**What you should do:** Word for word, retype every line of the data.

**The records:**
== == ==
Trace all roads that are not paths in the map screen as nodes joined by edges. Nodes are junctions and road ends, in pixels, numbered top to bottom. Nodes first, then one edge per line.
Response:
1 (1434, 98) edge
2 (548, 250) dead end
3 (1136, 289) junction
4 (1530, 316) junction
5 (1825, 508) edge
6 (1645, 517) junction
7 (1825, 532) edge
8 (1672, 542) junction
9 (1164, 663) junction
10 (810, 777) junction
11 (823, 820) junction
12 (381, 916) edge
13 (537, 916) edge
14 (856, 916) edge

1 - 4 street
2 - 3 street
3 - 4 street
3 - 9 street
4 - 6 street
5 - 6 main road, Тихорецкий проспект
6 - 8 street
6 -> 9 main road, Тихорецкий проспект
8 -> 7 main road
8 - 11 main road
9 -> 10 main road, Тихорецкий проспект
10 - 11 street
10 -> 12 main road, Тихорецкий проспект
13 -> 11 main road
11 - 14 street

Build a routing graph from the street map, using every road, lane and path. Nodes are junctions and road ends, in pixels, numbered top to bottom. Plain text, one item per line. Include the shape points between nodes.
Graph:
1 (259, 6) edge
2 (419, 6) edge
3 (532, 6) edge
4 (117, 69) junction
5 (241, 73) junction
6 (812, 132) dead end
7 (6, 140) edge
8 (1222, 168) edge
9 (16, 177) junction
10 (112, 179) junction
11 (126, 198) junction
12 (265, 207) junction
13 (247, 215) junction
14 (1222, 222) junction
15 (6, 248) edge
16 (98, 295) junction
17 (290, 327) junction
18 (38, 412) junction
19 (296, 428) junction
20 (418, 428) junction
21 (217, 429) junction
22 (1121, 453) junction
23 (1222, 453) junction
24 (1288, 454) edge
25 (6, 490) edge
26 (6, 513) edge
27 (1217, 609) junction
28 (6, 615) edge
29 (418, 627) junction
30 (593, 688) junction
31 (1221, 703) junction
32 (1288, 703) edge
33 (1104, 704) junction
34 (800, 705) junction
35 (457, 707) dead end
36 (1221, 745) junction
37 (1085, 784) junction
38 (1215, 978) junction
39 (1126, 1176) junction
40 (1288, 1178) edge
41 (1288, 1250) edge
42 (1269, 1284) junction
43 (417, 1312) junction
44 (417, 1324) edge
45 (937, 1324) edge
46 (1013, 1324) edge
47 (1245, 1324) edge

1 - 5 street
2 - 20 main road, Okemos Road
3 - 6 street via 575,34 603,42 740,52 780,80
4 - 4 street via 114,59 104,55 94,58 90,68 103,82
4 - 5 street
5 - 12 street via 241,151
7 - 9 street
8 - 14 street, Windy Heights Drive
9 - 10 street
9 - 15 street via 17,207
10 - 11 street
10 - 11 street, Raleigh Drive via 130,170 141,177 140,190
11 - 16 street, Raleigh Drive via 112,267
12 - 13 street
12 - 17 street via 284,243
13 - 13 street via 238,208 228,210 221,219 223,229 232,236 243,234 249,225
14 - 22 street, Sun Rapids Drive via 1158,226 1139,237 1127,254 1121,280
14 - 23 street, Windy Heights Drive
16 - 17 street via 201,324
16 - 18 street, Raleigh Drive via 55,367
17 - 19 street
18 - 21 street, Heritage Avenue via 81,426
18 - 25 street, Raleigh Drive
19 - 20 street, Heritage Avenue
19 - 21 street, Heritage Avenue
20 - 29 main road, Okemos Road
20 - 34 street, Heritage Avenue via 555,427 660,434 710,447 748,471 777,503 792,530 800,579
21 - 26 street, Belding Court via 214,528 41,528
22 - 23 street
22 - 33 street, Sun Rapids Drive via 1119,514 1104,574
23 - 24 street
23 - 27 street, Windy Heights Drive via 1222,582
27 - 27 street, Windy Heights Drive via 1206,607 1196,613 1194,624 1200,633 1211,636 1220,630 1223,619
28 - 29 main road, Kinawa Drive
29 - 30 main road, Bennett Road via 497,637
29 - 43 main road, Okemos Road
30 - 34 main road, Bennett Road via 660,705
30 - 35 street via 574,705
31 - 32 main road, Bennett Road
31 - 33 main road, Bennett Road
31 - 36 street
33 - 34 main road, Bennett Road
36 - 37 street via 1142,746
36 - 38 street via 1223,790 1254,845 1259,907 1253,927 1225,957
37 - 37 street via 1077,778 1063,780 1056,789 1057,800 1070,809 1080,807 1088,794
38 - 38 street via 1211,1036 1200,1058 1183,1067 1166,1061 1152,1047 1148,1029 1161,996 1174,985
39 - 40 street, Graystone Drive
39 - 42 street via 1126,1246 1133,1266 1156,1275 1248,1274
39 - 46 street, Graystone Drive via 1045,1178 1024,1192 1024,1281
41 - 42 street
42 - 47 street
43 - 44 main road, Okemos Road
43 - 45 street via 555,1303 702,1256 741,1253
== == ==
**Completed exercise:**
Trace all roads that are not paths in the map screen as nodes joined by edges. Nodes are junctions and road ends, in pixels, numbered top to bottom. Nodes first, then one edge per line.
Response:
1 (1434, 98) edge
2 (548, 250) dead end
3 (1136, 289) junction
4 (1530, 316) junction
5 (1825, 508) edge
6 (1645, 517) junction
7 (1825, 532) edge
8 (1672, 542) junction
9 (1164, 663) junction
10 (810, 777) junction
11 (823, 820) junction
12 (381, 916) edge
13 (537, 916) edge
14 (856, 916) edge

1 - 4 street
2 - 3 street
3 - 4 street
3 - 9 street
4 - 6 street
5 - 6 main road, Тихорецкий проспект
6 - 8 street
6 -> 9 main road, Тихорецкий проспект
8 -> 7 main road
8 - 11 main road
9 -> 10 main road, Тихорецкий проспект
10 - 11 street
10 -> 12 main road, Тихорецкий проспект
13 -> 11 main road
11 - 14 street

Build a routing graph from the street map, using every road, lane and path. Nodes are junctions and road ends, in pixels, numbered top to bottom. Plain text, one item per line. Include the shape points between nodes.
Graph:
1 (259, 6) edge
2 (419, 6) edge
3 (532, 6) edge
4 (117, 69) junction
5 (241, 73) junction
6 (812, 132) dead end
7 (6, 140) edge
8 (1222, 168) edge
9 (16, 177) junction
10 (112, 179) junction
11 (126, 198) junction
12 (265, 207) junction
13 (247, 215) junction
14 (1222, 222) junction
15 (6, 248) edge
16 (98, 295) junction
17 (290, 327) junction
18 (38, 412) junction
19 (296, 428) junction
20 (418, 428) junction
21 (217, 429) junction
22 (1121, 453) junction
23 (1222, 453) junction
24 (1288, 454) edge
25 (6, 490) edge
26 (6, 513) edge
27 (1217, 609) junction
28 (6, 615) edge
29 (418, 627) junction
30 (593, 688) junction
31 (1221, 703) junction
32 (1288, 703) edge
33 (1104, 704) junction
34 (800, 705) junction
35 (457, 707) dead end
36 (1221, 745) junction
37 (1085, 784) junction
38 (1215, 978) junction
39 (1126, 1176) junction
40 (1288, 1178) edge
41 (1288, 1250) edge
42 (1269, 1284) junction
43 (417, 1312) junction
44 (417, 1324) edge
45 (937, 1324) edge
46 (1013, 1324) edge
47 (1245, 1324) edge

1 - 5 street
2 - 20 main road, Okemos Road
3 - 6 street via 575,34 603,42 740,52 780,80
4 - 4 street via 114,59 104,55 94,58 90,68 103,82
4 - 5 street
5 - 12 street via 241,151
7 - 9 street
8 - 14 street, Windy Heights Drive
9 - 10 street
9 - 15 street via 17,207
10 - 11 street
10 - 11 street, Raleigh Drive via 130,170 141,177 140,190
11 - 16 street, Raleigh Drive via 112,267
12 - 13 street
12 - 17 street via 284,243
13 - 13 street via 238,208 228,210 221,219 223,229 232,236 243,234 249,225
14 - 22 street, Sun Rapids Drive via 1158,226 1139,237 1127,254 1121,280
14 - 23 street, Windy Heights Drive
16 - 17 street via 201,324
16 - 18 street, Raleigh Drive via 55,367
17 - 19 street
18 - 21 street, Heritage Avenue via 81,426
18 - 25 street, Raleigh Drive
19 - 20 street, Heritage Avenue
19 - 21 street, Heritage Avenue
20 - 29 main road, Okemos Road
20 - 34 street, Heritage Avenue via 555,427 660,434 710,447 748,471 777,503 792,530 800,579
21 - 26 street, Belding Court via 214,528 41,528
22 - 23 street
22 - 33 street, Sun Rapids Drive via 1119,514 1104,574
23 - 24 street
23 - 27 street, Windy Heights Drive via 1222,582
27 - 27 street, Windy Heights Drive via 1206,607 1196,613 1194,624 1200,633 1211,636 1220,630 1223,619
28 - 29 main road, Kinawa Drive
29 - 30 main road, Bennett Road via 497,637
29 - 43 main road, Okemos Road
30 - 34 main road, Bennett Road via 660,705
30 - 35 street via 574,705
31 - 32 main road, Bennett Road
31 - 33 main road, Bennett Road
31 - 36 street
33 - 34 main road, Bennett Road
36 - 37 street via 1142,746
36 - 38 street via 1223,790 1254,845 1259,907 1253,927 1225,957
37 - 37 street via 1077,778 1063,780 1056,789 1057,800 1070,809 1080,807 1088,794
38 - 38 street via 1211,1036 1200,1058 1183,1067 1166,1061 1152,1047 1148,1029 1161,996 1174,985
39 - 40 street, Graystone Drive
39 - 42 street via 1126,1246 1133,1266 1156,1275 1248,1274
39 - 46 street, Graystone Drive via 1045,1178 1024,1192 1024,1281
41 - 42 street
42 - 47 street
43 - 44 main road, Okemos Road
43 - 45 street via 555,1303 702,1256 741,1253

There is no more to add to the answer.